When a line in the entries below contains the word "Diagonal", copy that line.

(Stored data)
----------------

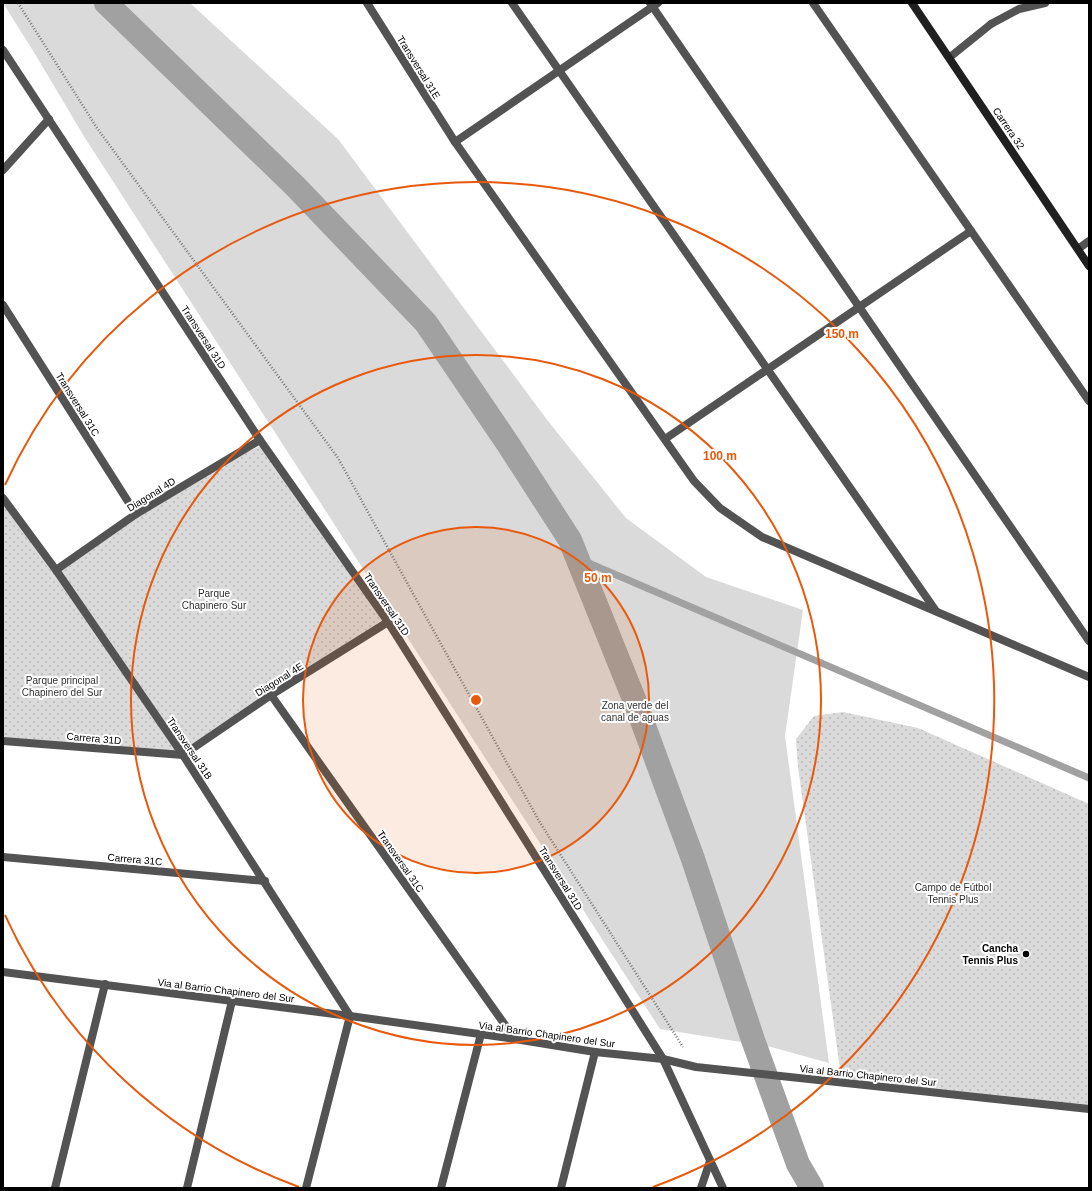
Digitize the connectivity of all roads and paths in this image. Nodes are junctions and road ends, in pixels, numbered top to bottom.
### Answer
1 (18, 3) edge
2 (367, 3) edge
3 (512, 3) edge
4 (813, 3) edge
5 (912, 3) edge
6 (1045, 3) edge
7 (653, 4) edge
8 (3, 50) edge
9 (950, 57) junction
10 (558, 71) junction
11 (49, 119) junction
12 (455, 142) junction
13 (3, 170) edge
14 (971, 231) junction
15 (1089, 240) edge
16 (1078, 250) junction
17 (1089, 266) edge
18 (3, 305) edge
19 (859, 308) junction
20 (767, 369) junction
21 (1089, 401) edge
22 (665, 439) junction
23 (260, 440) junction
24 (3, 498) edge
25 (136, 514) junction
26 (56, 570) junction
27 (936, 611) junction
28 (388, 622) junction
29 (1089, 641) edge
30 (1089, 677) edge
31 (271, 695) junction
32 (3, 741) edge
33 (183, 755) junction
34 (3, 856) edge
35 (265, 881) junction
36 (3, 972) edge
37 (105, 984) junction
38 (232, 1001) junction
39 (350, 1016) junction
40 (481, 1034) junction
41 (515, 1039) junction
42 (595, 1052) junction
43 (663, 1059) junction
44 (696, 1067) junction
45 (1089, 1109) edge
46 (710, 1161) junction
47 (55, 1188) edge
48 (187, 1188) edge
49 (306, 1188) edge
50 (441, 1188) edge
51 (561, 1188) edge
52 (701, 1188) edge
53 (723, 1188) edge

1 - 44 path
2 - 12 street, Transversal 31E
3 - 10 street
4 - 14 street
5 - 9 street, Carrera 32
6 - 9 street
7 - 10 street
7 - 19 street
8 - 11 street, Transversal 31D
9 - 16 street, Carrera 32
10 - 12 street
10 - 20 street
11 - 13 street
11 - 23 street, Transversal 31D
12 - 22 street, Transversal 31E
14 - 19 street
14 - 21 street
15 - 16 street
16 - 17 street, Carrera 32
18 - 25 street, Transversal 31C
19 - 20 street
19 - 29 street
20 - 22 street
20 - 27 street
22 - 27 street, Transversal 31E
23 - 25 street, Diagonal 4D
23 - 28 street, Transversal 31D
24 - 26 street, Transversal 31B
25 - 26 street, Diagonal 4D
26 - 33 street, Transversal 31B
27 - 30 street, Transversal 31E
28 - 31 street, Diagonal 4E
28 - 43 street, Transversal 31D
31 - 33 street, Diagonal 4E
31 - 41 street, Transversal 31C
32 - 33 street, Carrera 31D
33 - 35 street, Transversal 31B
34 - 35 street, Carrera 31C
35 - 39 street, Transversal 31B
36 - 37 street, Via al Barrio Chapinero del Sur
37 - 38 street, Via al Barrio Chapinero del Sur
37 - 47 street
38 - 39 street, Via al Barrio Chapinero del Sur
38 - 48 street
39 - 40 street, Via al Barrio Chapinero del Sur
39 - 49 street
40 - 41 street, Via al Barrio Chapinero del Sur
40 - 50 street
41 - 42 street, Via al Barrio Chapinero del Sur
42 - 43 street, Via al Barrio Chapinero del Sur
42 - 51 street
43 - 44 street, Via al Barrio Chapinero del Sur
43 - 46 street, Transversal 31D
44 - 45 street, Via al Barrio Chapinero del Sur
46 - 52 street
46 - 53 street, Transversal 31D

----------------

> RESPONSE FOR THIS EXERCISE
23 - 25 street, Diagonal 4D
25 - 26 street, Diagonal 4D
28 - 31 street, Diagonal 4E
31 - 33 street, Diagonal 4E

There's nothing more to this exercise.